As we have previously stated, dpp is a dosage sensitive gene. A deviation from the normal diploid dose of dpp⁺ is sufficient to induce a shift in the fate map of the early embryo along the dorsal-ventral axis, such that cell fates that map to the dorsal regions of the embryo are lost and are replaced by more ventral fates. In order to characterize the effects of increasing dpp dosage in the wild-type embryo, we have employed two insertional duplications of dpp, Dp(2;2)DTD48 and Dp(2;2)B16 (see Materials and methods). Since reducing dpp gene dosage affected the dor-sally derived amnioserosa, we expected that increasing the gene dosage would also affect this tissue. So, we have used the Kr antibody to detect the domain of amnioserosa cells.

We have found that increasing the dpp gene dosage can cause shifts in the fate map along the dorsal-ventral axis. In wild-type embryos bearing two copies of the dpp gene (i.e. disomic) we have observed an average of 130 (n=36) amnioserosa cells (Fig. 7A). When the gene dosage is increased from two to four doses (i.e. tetrasomic), we find that the average number of amnioserosa cells increases from 130 to 325 (n=36), and in exceptional embryos the number can reach 400 or more (Fig. 7B). Thus, by doubling the dpp gene dosage, we observe 2.5× the normal number of amnioserosa cells (on average). Notably, despite this dramatic change in the dorsal-ventral fate map, embryos tetrasomic for dpp are adult viable and exhibit no mutant phenotype. This fact implies a certain degree of autonomy of the more ventral fates (which are presumably specified by the dl gradient) as they are not simply overrun by the expansion of the dorsal pattern elements. We suspected that this ventral patterning system might be limiting the expansion of the dorsal fates, so we repeated the above experiment in embryos derived from dl mutant mothers. These embryos lack the ventral structures of the wild-type embryo. dl^- embryos that are monosomic for dpp (i.e. dpp^H46/+) completely lack amnioserosa cells (Fig. 8A), consistent with the phenotype we have observed in dl⁺ embryos that are monosomic for dpp (Fig. 5E). In dl embryos that are disomic for dpp (+/+) we observed 20-200 amnioserosa cells, as has been previously described (Fig. 8B; Ray et al., 1991). If the dpp^- gene dosage is increased further, progressively more amnioserosa cells are observed. In dl embryos trisomic for dpp, we observed 500-1000 amnioserosa cells (Fig. 8C), and in those tetrasomic for dpp, 2000 or more (Fig. 8D). Thus, increasing the dosage of dpp in the context of an apolar dl^- embryo completely transforms the segmented region of the embryo into amnioserosa.

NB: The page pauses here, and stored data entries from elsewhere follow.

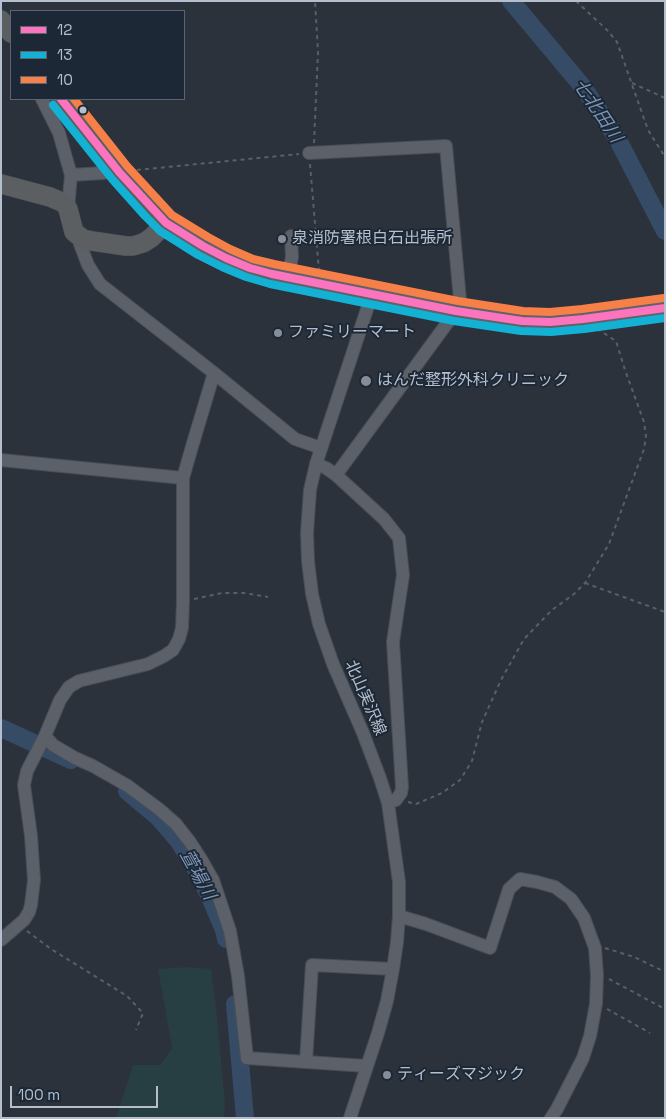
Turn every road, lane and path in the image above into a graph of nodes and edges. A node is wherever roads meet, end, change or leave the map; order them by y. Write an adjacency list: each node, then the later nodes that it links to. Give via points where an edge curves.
1 (576, 1): 4 (path, via 617,42)
2 (1, 20): 3 (highway)
3 (10, 32)
4 (632, 83): 5 (path); 9 (path, via 648,130)
5 (665, 98)
6 (42, 100): 11 (street, via 59,133)
7 (62, 100): 12 (highway)
8 (309, 153): 12 (path, via 135,171); 21 (street, via 446,146)
9 (665, 157)
10 (103, 174): 11 (street)
11 (71, 175): 14 (street)
12 (126, 180): 15 (highway)
13 (1, 184): 14 (highway, via 58,200)
14 (68, 209): 16 (highway)
15 (166, 223): 16 (highway, via 151,238 133,246); 18 (main road, via 226,258 250,268)
16 (78, 236): 23 (street, via 88,265 100,284)
17 (291, 236): 18 (street, via 292,257)
18 (288, 277): 19 (main road)
19 (372, 294): 21 (main road); 24 (street, 北山実沢線)
20 (665, 308): 22 (main road)
21 (458, 311): 22 (main road, via 522,321); 27 (street)
22 (583, 319): 29 (path, via 616,341 646,436 609,544)
23 (214, 373): 24 (street, via 295,439); 28 (street)
24 (321, 448): 26 (street, 北山実沢線)
25 (1, 460): 28 (street)
26 (316, 464): 27 (street); 34 (street, 北山実沢線, via 310,490 307,533 312,594 332,664 380,778)
27 (336, 475): 34 (street, via 384,519 399,538 403,575 393,642 402,787)
28 (183, 478): 31 (street)
29 (584, 583): 32 (path); 34 (path, via 524,639 501,680 482,722 472,761 460,780 442,793 416,804)
30 (268, 597): 31 (path, via 222,593)
31 (183, 601): 33 (street, via 182,628 173,650 148,664 79,681 69,687)
32 (665, 612)
33 (43, 738): 36 (street, via 24,785 34,880 29,912); 46 (street, via 128,786 176,824 213,880 230,931 247,1058)
34 (393, 801): 35 (street, 北山実沢線)
35 (399, 916): 38 (street, via 490,948 509,889 520,879 555,887 571,899 584,918); 39 (street, 北山実沢線)
36 (19, 925): 37 (street); 44 (path, via 127,996 143,1014)
37 (1, 940)
38 (595, 948): 40 (path, via 608,948); 41 (street)
39 (393, 969): 46 (street, via 312,965); 47 (street, 北山実沢線, via 387,1001)
40 (665, 972)
41 (597, 975): 42 (street); 43 (path)
42 (596, 1004): 45 (path); 49 (street, via 582,1058)
43 (665, 1009)
44 (136, 1030)
45 (650, 1033)
46 (306, 1062): 47 (street)
47 (366, 1066): 48 (street, 北山実沢線)
48 (350, 1118)
49 (551, 1118)

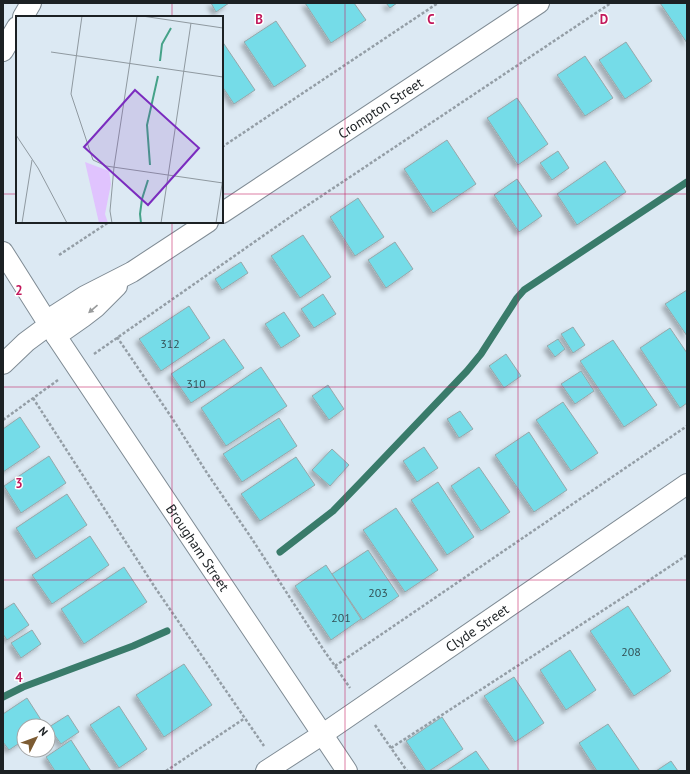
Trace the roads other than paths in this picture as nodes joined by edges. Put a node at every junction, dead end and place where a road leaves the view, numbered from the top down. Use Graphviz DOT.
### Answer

From these results, it is clear that increasing the dosage of the dpp gene, and thus presumably the level of dpp activity in the embryo, alters the distribution of fates along the dorsal-ventral axis. Increasing the dpp gene dosage in the context of the wild-type embryo produces a corresponding expansion of the dorsally derived amnioserosa, and thus must result in a ventral shift in the fate map of the embryo. Increasing the dpp gene dosage in the context of an apolar dl^- embryo results in the transformation of a uniform field of dorsal epidermal cells into amnioserosa cells. Both of these experiments imply that cell fate in the embryo is very sensitive to the level of dpp activity, and that the dpp gene product has the potential to specify at least two different cell fates along the dorsal-ventral axis. In similar experiments, in which the dosage of dpp is reduced in the context of an apolar dl^- embryo by the introduction of loss-of-function dpp alleles, we find that a number of other cell types characteristic of dorsal and lateral ectoderm are produced (Fig. 9, data not shown). Thus, just as the hypomorphic series in the context of the wild-type embryo shows progressive, nested deletions of dorsal and lateral structures (Fig. 6), a hypomorphic series can be generated in the context of an apolar embryo that shows an ordered series of different cell states from dorsal to ventral as the level of dpp activity is reduced. We conclude that it is the activity of the dpp gene product that is graded along the dorsal-ventral axis, and that the gradient that defines pattern within the dorsal regions of the embryo is, in fact, a dpp gradient.

Along the anterior-posterior axis, distinct regions of the body plan are determined largely independently by three maternal patterning systems. The anterior system is required for specification of the head and thorax, the posterior system for the abdomen and the terminal system for the unsegmented acron and telson. The independence of these systems is illustrated by the general additivity of the mutant phenotypes. If the activity of any two of the systems is disrupted, the resulting embryo shows a partial pattern that reflects the function of the remaining system. In the absence of all three systems no apparent pattern is formed (Nüsslein-Volhard, 1991). On the molecular level, the lack of all pattern in the cuticle of the triple mutant is a reflection of the uniform expression of the zygotic gap gene Krüppel along the entire anterior-posterior axis (Lehmann and Frohnhöfer, 1989). In light of this regulation, it has been suggested that the expression of Kr defines a central ground state from which the three maternal systems elaborate the anterior-posterior pattern.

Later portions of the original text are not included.